Alright for all you Star Wars geeks (like me). Some are blatant pandering the the genre and others just make you think of certain scenes. But all related to WWII.


----------



## Matt308 (Jul 27, 2008)

... and what scene does this WWII cockpit remind you of??


----------



## Matt308 (Jul 27, 2008)

And the most blatant ripoff... [drum roll please]....

Nubian J327 vs Lockheed RS-71


----------



## Matt308 (Jul 27, 2008)

Sorry Ramirezzz. That's called a "COPY".

And no I don't mean all the Nubian propulsion, flight controls, navigation systems, comm systems, surveillance systems, digital engine controls, toiletries, crew rest stations, rivets, tank inerting, wire wrapping, zonal management, electrical actuators, Tattoine metalurgy, etc.


----------



## Catch22 (Jul 27, 2008)

Interesting stuff! Another one that I've found is this:

ARC 170 vs P-61 Black Widow











I mean c'mon, the "staircase" canopy and the rearfacing position, plus the two massive engines on either side of the cockpit, and the large nose?

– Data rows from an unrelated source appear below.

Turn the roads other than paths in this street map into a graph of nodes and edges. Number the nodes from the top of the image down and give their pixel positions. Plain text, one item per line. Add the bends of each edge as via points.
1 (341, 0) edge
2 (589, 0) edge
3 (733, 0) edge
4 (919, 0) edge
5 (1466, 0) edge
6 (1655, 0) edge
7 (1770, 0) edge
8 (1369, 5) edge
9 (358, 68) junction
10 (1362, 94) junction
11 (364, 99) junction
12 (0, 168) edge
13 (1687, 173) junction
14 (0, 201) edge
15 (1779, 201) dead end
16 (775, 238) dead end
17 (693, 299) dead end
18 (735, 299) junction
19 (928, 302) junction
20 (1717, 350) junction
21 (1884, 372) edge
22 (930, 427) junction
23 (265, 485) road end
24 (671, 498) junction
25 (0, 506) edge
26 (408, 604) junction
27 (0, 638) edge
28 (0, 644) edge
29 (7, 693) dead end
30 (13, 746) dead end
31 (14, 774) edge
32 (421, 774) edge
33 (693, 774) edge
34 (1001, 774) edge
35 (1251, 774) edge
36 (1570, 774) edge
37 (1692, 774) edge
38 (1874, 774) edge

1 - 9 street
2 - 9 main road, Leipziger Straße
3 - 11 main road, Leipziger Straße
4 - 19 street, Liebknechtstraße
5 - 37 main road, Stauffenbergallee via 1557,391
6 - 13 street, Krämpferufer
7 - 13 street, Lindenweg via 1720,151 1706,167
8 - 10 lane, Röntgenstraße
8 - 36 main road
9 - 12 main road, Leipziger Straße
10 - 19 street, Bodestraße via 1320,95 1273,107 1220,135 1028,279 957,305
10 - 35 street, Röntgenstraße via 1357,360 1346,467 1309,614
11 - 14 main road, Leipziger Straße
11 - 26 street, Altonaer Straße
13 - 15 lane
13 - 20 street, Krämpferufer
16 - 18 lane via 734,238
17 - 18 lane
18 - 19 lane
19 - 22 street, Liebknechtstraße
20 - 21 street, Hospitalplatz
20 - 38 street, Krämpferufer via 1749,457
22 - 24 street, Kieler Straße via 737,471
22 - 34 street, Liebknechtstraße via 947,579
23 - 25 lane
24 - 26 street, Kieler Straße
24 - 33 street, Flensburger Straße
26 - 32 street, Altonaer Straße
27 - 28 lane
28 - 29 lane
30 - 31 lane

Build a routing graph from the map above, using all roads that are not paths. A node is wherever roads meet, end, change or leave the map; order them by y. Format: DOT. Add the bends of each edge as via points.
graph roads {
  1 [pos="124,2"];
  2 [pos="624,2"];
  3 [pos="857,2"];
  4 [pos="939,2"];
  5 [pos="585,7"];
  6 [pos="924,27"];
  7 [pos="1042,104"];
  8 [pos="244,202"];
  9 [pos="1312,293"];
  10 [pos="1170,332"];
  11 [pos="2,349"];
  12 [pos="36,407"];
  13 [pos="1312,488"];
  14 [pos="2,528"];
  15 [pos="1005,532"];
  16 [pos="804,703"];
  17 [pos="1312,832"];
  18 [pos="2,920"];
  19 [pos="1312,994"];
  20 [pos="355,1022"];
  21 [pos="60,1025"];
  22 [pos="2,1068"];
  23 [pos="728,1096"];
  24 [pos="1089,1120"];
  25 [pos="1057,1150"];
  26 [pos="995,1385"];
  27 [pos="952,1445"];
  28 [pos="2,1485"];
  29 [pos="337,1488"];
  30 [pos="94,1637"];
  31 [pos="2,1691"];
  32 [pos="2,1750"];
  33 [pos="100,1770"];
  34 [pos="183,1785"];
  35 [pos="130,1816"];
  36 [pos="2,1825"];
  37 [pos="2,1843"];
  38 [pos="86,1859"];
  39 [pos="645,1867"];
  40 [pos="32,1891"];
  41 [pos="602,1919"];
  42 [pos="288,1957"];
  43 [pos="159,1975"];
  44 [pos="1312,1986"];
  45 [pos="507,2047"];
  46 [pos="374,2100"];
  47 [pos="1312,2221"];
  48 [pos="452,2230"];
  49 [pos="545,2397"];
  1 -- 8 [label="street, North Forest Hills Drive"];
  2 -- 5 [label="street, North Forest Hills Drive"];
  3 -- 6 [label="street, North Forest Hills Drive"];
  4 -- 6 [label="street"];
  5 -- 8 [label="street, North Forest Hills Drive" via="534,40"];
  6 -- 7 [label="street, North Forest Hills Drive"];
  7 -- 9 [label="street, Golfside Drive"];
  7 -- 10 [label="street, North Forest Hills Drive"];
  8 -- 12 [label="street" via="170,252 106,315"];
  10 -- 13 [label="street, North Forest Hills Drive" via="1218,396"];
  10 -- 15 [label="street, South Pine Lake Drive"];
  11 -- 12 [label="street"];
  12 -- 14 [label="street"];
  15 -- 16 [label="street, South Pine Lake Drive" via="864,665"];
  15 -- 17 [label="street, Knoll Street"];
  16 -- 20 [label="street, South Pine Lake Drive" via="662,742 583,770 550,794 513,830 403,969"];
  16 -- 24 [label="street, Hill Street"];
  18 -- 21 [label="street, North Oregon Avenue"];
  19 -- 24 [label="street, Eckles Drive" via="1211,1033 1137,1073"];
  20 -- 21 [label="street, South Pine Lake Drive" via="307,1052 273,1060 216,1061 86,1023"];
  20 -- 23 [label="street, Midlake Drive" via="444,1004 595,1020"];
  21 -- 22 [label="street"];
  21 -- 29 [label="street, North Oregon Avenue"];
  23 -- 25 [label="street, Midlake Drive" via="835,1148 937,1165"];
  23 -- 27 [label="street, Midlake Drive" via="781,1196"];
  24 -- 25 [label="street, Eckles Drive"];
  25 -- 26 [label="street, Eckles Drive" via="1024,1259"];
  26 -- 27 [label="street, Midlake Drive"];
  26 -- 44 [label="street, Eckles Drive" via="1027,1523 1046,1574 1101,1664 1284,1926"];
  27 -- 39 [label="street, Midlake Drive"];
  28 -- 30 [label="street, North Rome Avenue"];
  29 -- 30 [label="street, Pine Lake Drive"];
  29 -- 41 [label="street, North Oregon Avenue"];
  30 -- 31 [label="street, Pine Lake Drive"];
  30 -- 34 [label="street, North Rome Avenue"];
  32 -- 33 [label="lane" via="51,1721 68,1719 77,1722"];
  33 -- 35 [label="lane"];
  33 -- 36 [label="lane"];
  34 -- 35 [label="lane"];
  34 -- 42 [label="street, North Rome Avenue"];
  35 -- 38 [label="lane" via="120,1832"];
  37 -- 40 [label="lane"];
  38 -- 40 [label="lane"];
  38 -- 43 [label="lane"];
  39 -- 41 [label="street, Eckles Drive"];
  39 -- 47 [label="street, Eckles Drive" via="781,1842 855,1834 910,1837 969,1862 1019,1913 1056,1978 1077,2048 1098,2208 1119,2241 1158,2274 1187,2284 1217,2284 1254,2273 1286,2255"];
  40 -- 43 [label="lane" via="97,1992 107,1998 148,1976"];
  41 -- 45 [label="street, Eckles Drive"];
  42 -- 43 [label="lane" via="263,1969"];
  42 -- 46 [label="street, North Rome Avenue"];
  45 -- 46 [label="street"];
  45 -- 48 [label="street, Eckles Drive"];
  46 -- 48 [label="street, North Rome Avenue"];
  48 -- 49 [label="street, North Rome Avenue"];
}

Another thing I remember is that a Republic fighter in the Clone Wars series of cartoons' wing folding was based off of the F4U.


----------



## Matt308 (Jul 28, 2008)

EXCELLENT!!!


----------



## Wurger (Jul 28, 2008)

really nice.


----------



## Catch22 (Jul 28, 2008)




----------



## RabidAlien (Jul 29, 2008)

I'm waiting to see a pic from Guadalcanal with some Ewoks in the background.


----------